* _Stored data entries_:
• • • • •
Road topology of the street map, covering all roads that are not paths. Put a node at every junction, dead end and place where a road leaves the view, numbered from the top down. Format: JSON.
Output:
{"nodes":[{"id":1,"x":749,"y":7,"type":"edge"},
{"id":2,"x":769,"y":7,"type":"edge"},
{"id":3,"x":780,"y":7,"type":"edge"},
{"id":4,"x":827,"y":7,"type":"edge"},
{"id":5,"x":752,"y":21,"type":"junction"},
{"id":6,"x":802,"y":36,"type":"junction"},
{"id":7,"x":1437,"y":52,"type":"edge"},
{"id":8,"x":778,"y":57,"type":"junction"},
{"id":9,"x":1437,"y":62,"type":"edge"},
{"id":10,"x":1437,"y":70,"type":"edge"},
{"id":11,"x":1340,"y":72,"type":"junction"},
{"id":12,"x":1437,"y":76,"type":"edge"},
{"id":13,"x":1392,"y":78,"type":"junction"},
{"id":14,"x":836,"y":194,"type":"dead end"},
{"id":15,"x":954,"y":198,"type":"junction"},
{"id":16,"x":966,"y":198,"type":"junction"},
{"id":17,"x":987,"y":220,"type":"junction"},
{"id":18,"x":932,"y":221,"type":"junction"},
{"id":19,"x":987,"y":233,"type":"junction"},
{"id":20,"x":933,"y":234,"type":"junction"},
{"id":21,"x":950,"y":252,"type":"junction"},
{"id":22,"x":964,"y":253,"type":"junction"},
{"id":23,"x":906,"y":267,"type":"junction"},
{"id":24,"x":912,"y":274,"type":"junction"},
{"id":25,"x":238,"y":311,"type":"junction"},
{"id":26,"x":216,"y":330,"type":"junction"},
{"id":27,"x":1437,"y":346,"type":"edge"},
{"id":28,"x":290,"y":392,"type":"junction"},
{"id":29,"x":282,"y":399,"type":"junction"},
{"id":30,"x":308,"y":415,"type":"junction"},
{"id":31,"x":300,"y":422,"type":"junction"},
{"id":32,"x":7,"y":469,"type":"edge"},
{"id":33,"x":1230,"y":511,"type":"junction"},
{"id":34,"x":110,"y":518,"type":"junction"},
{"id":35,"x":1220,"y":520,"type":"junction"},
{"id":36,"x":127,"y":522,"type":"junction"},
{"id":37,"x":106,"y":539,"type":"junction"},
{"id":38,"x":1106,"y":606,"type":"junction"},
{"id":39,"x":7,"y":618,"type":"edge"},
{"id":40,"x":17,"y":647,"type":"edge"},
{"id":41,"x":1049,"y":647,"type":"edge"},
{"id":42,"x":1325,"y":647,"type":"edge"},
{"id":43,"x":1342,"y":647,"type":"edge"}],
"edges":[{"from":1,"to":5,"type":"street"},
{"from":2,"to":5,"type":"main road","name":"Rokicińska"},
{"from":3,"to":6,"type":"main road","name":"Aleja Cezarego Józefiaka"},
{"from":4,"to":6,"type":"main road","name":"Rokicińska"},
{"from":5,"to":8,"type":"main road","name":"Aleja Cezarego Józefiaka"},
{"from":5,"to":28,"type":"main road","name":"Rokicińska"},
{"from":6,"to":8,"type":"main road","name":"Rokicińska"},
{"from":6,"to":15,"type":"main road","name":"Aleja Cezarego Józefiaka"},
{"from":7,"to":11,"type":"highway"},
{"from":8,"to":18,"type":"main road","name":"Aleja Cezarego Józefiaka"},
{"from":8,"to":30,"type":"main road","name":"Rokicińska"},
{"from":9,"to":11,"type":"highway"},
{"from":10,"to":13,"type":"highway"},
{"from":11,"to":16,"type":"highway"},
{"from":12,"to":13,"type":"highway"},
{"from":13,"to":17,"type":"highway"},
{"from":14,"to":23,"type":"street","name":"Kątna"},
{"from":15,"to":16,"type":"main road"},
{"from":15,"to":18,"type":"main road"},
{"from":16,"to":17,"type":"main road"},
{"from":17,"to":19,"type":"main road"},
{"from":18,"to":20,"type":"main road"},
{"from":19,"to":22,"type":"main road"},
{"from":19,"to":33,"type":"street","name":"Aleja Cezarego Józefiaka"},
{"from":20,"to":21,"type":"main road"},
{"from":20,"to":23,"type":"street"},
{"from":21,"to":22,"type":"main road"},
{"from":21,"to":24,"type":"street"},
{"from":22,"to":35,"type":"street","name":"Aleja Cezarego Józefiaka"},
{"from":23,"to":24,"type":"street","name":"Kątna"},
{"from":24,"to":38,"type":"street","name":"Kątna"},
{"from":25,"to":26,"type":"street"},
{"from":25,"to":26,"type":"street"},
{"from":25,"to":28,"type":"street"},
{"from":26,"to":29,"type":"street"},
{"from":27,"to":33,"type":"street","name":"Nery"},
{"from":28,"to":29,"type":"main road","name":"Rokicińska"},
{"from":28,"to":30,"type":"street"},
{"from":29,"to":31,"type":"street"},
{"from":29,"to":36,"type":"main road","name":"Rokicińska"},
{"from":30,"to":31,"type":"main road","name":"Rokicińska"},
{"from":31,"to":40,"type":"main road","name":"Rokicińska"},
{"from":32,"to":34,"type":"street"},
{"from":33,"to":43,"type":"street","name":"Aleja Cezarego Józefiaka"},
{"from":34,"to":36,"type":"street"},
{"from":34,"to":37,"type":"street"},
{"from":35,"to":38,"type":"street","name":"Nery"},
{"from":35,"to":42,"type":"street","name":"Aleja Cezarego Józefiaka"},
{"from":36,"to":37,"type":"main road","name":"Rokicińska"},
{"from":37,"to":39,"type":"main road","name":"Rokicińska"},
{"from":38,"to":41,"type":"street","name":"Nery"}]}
• • • • •
* _Try it_: Each record above must be transcribed exactly, and none may be skipped.

* _Solved problem_:
Road topology of the street map, covering all roads that are not paths. Put a node at every junction, dead end and place where a road leaves the view, numbered from the top down. Format: JSON.
Output:
{"nodes":[{"id":1,"x":749,"y":7,"type":"edge"},
{"id":2,"x":769,"y":7,"type":"edge"},
{"id":3,"x":780,"y":7,"type":"edge"},
{"id":4,"x":827,"y":7,"type":"edge"},
{"id":5,"x":752,"y":21,"type":"junction"},
{"id":6,"x":802,"y":36,"type":"junction"},
{"id":7,"x":1437,"y":52,"type":"edge"},
{"id":8,"x":778,"y":57,"type":"junction"},
{"id":9,"x":1437,"y":62,"type":"edge"},
{"id":10,"x":1437,"y":70,"type":"edge"},
{"id":11,"x":1340,"y":72,"type":"junction"},
{"id":12,"x":1437,"y":76,"type":"edge"},
{"id":13,"x":1392,"y":78,"type":"junction"},
{"id":14,"x":836,"y":194,"type":"dead end"},
{"id":15,"x":954,"y":198,"type":"junction"},
{"id":16,"x":966,"y":198,"type":"junction"},
{"id":17,"x":987,"y":220,"type":"junction"},
{"id":18,"x":932,"y":221,"type":"junction"},
{"id":19,"x":987,"y":233,"type":"junction"},
{"id":20,"x":933,"y":234,"type":"junction"},
{"id":21,"x":950,"y":252,"type":"junction"},
{"id":22,"x":964,"y":253,"type":"junction"},
{"id":23,"x":906,"y":267,"type":"junction"},
{"id":24,"x":912,"y":274,"type":"junction"},
{"id":25,"x":238,"y":311,"type":"junction"},
{"id":26,"x":216,"y":330,"type":"junction"},
{"id":27,"x":1437,"y":346,"type":"edge"},
{"id":28,"x":290,"y":392,"type":"junction"},
{"id":29,"x":282,"y":399,"type":"junction"},
{"id":30,"x":308,"y":415,"type":"junction"},
{"id":31,"x":300,"y":422,"type":"junction"},
{"id":32,"x":7,"y":469,"type":"edge"},
{"id":33,"x":1230,"y":511,"type":"junction"},
{"id":34,"x":110,"y":518,"type":"junction"},
{"id":35,"x":1220,"y":520,"type":"junction"},
{"id":36,"x":127,"y":522,"type":"junction"},
{"id":37,"x":106,"y":539,"type":"junction"},
{"id":38,"x":1106,"y":606,"type":"junction"},
{"id":39,"x":7,"y":618,"type":"edge"},
{"id":40,"x":17,"y":647,"type":"edge"},
{"id":41,"x":1049,"y":647,"type":"edge"},
{"id":42,"x":1325,"y":647,"type":"edge"},
{"id":43,"x":1342,"y":647,"type":"edge"}],
"edges":[{"from":1,"to":5,"type":"street"},
{"from":2,"to":5,"type":"main road","name":"Rokicińska"},
{"from":3,"to":6,"type":"main road","name":"Aleja Cezarego Józefiaka"},
{"from":4,"to":6,"type":"main road","name":"Rokicińska"},
{"from":5,"to":8,"type":"main road","name":"Aleja Cezarego Józefiaka"},
{"from":5,"to":28,"type":"main road","name":"Rokicińska"},
{"from":6,"to":8,"type":"main road","name":"Rokicińska"},
{"from":6,"to":15,"type":"main road","name":"Aleja Cezarego Józefiaka"},
{"from":7,"to":11,"type":"highway"},
{"from":8,"to":18,"type":"main road","name":"Aleja Cezarego Józefiaka"},
{"from":8,"to":30,"type":"main road","name":"Rokicińska"},
{"from":9,"to":11,"type":"highway"},
{"from":10,"to":13,"type":"highway"},
{"from":11,"to":16,"type":"highway"},
{"from":12,"to":13,"type":"highway"},
{"from":13,"to":17,"type":"highway"},
{"from":14,"to":23,"type":"street","name":"Kątna"},
{"from":15,"to":16,"type":"main road"},
{"from":15,"to":18,"type":"main road"},
{"from":16,"to":17,"type":"main road"},
{"from":17,"to":19,"type":"main road"},
{"from":18,"to":20,"type":"main road"},
{"from":19,"to":22,"type":"main road"},
{"from":19,"to":33,"type":"street","name":"Aleja Cezarego Józefiaka"},
{"from":20,"to":21,"type":"main road"},
{"from":20,"to":23,"type":"street"},
{"from":21,"to":22,"type":"main road"},
{"from":21,"to":24,"type":"street"},
{"from":22,"to":35,"type":"street","name":"Aleja Cezarego Józefiaka"},
{"from":23,"to":24,"type":"street","name":"Kątna"},
{"from":24,"to":38,"type":"street","name":"Kątna"},
{"from":25,"to":26,"type":"street"},
{"from":25,"to":26,"type":"street"},
{"from":25,"to":28,"type":"street"},
{"from":26,"to":29,"type":"street"},
{"from":27,"to":33,"type":"street","name":"Nery"},
{"from":28,"to":29,"type":"main road","name":"Rokicińska"},
{"from":28,"to":30,"type":"street"},
{"from":29,"to":31,"type":"street"},
{"from":29,"to":36,"type":"main road","name":"Rokicińska"},
{"from":30,"to":31,"type":"main road","name":"Rokicińska"},
{"from":31,"to":40,"type":"main road","name":"Rokicińska"},
{"from":32,"to":34,"type":"street"},
{"from":33,"to":43,"type":"street","name":"Aleja Cezarego Józefiaka"},
{"from":34,"to":36,"type":"street"},
{"from":34,"to":37,"type":"street"},
{"from":35,"to":38,"type":"street","name":"Nery"},
{"from":35,"to":42,"type":"street","name":"Aleja Cezarego Józefiaka"},
{"from":36,"to":37,"type":"main road","name":"Rokicińska"},
{"from":37,"to":39,"type":"main road","name":"Rokicińska"},
{"from":38,"to":41,"type":"street","name":"Nery"}]}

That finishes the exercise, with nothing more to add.